Published April 29, 2012 by insufficient mums


It would seem that most people think its a piss-take. Or at best, a mistake.

I have had only one strong supporter who heard of my name change, sent immediate support and celebration, even telling me she’d changed my name on her phone. Hard to explain how much this meant to me, as the silence from my usual support crew was deafening.

I did have one very brave friend tell me truthfully that she would encourage me to cancel this plan. Love to her. At least I know for sure what she’s thinking. I have had another friend send positive acknowledgement upon realising it had been lacking. My gratitude for her love also.

Overall concensus – Sylvie’s gone mad again. This is some mad attention-seeking behaviour. She’ll regret it…

However, I’m getting divorced. Again. I like my divorces. They always turn out better than my marriages.

Up until this point, I have kept my husband’s name, as it is also my children’s name. But its not my name. Point of fact, we actually only formalised our union with a marriage contract in the first place because our children wanted us all to have the same last name. At that time we had been quite content as a family unit without consistent branding.

Anyway, wearing my husband’s name no longer fits. But neither does my maiden name. I first married at 19. At that age I had no concept of what a different human-being I would be given 25 years of messy growth. I did revert to that name after my first divorce, but even then it didn’t quite fit.

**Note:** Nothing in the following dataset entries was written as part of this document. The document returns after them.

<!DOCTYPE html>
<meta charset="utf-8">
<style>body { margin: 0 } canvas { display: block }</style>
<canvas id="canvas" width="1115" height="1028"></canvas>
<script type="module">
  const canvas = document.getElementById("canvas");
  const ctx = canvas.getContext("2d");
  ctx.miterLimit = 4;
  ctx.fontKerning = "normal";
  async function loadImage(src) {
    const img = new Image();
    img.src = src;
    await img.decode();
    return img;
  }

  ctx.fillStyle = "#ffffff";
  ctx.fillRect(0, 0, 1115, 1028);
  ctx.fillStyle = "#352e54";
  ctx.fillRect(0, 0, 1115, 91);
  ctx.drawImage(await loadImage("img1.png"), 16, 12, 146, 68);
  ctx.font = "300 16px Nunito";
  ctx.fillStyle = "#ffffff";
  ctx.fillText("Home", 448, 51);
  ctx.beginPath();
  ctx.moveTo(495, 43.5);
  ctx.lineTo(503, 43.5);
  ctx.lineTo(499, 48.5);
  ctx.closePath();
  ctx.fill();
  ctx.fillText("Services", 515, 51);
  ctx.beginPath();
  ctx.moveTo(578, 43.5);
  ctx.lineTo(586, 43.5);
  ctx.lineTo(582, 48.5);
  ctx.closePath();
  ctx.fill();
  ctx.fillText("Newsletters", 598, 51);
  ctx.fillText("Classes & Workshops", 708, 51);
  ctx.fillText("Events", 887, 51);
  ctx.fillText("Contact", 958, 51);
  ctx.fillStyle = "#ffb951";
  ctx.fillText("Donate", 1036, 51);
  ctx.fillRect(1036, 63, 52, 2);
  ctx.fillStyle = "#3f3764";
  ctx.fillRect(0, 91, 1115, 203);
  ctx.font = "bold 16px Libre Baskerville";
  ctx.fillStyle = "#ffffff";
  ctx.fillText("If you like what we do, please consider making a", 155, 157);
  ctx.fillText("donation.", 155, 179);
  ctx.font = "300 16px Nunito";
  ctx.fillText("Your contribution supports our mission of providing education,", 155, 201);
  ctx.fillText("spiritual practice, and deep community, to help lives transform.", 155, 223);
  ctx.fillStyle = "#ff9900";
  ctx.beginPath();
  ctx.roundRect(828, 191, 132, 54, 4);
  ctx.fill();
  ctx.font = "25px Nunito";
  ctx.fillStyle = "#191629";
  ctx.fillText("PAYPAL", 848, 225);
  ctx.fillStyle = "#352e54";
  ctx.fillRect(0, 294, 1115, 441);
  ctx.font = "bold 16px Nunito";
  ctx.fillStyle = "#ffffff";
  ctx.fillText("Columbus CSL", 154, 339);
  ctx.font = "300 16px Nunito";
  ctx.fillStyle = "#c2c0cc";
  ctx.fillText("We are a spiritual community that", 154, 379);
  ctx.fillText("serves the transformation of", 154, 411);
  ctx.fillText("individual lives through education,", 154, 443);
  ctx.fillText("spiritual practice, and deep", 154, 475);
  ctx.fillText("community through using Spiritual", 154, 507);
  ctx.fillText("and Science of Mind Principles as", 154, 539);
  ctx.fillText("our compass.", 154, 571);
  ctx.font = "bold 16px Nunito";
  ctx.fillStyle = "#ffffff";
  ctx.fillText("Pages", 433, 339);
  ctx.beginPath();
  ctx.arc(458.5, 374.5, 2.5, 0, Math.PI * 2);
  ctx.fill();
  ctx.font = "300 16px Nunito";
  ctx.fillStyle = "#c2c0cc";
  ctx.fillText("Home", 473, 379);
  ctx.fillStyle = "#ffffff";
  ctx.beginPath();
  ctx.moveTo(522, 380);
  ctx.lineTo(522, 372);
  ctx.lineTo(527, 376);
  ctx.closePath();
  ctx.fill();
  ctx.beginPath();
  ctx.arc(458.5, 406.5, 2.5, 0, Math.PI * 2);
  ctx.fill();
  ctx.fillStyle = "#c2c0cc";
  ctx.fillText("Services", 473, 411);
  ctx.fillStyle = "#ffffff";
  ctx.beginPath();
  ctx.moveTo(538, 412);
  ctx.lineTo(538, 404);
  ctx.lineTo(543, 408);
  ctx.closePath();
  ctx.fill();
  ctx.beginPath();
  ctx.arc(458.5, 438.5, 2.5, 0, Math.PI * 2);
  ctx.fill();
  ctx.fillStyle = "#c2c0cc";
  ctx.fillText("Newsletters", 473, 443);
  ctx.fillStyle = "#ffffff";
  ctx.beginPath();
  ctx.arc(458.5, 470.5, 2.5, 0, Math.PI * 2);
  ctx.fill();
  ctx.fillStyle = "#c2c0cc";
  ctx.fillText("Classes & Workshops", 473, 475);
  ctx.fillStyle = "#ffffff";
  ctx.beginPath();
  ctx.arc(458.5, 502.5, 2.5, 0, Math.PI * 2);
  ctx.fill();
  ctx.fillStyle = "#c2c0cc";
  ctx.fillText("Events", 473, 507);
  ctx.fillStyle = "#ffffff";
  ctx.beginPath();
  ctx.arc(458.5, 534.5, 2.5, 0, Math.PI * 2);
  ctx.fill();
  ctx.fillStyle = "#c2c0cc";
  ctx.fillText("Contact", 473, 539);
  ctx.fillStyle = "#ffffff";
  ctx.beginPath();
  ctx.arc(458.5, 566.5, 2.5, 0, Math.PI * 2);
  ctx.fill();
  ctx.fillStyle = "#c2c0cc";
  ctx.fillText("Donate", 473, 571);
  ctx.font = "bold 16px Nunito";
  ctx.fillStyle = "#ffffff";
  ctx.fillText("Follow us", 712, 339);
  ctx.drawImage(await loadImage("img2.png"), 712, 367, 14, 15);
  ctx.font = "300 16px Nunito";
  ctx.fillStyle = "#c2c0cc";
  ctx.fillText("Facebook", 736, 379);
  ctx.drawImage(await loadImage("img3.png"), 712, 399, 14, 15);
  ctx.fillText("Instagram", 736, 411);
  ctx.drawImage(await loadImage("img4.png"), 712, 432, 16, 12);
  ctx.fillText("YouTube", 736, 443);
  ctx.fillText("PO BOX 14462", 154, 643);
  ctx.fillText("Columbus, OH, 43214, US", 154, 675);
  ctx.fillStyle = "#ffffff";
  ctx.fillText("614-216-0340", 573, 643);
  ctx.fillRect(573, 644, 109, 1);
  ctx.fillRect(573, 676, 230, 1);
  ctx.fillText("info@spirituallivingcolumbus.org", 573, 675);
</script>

I always felt like I was using either the name of a husband, or the name of my father.

None of these people had ownership of me. None were exceptionally loving, involved or interested.

It was my children who brought up the subject of me changing my name. I think there’s a P!nk song we listen to where she talks about her parents divorcing, and her mother changing her name. They frame their reality from these experiences.

It played on my mind. Reverting to my maiden name kinda felt like cutting my kids out. I wanted a name that held all of us. That represented the four of us, now we are no longer five.

A series of events conspired to give me the answer, culminating in a dream where the choice was obvious. (Sometimes I’m a bit slow reading subtle life messages as I charge through my day like a single parent of three kids).

I ran into a friend that I hadn’t caught up with for years. I was talking about Team KAOS, as that’s how I’ve signed greeting cards from all of us for a few years now. K.A.O.S. Kesi, Anton, Onawa, Sylvie. We were laughing about how appropriate it was for our crazy life…!

So there it was. We were already using it.

Yes, the ‘chaotic life’ thing is the first joke people make when they hear my new name. There is also the occasional “Get Smart” comment from those old enough to remember it. Yes, I already have a cat called Chaos Magik. But these weird factors were only funny really because the name does fit so perfectly.

No. I’m not changing my children’s names. Their names are their names. Their family name. We still have family photos on the wall. Their father will always be their father.

In the end, the name was already there, already in use, and waiting for me to breathe life into it. For me it holds my family. Believe me, Kaos was the best choice of acronym even given the connotations. The only other choice would have been ‘Soak’. And frankly, those connotations are more disturbing.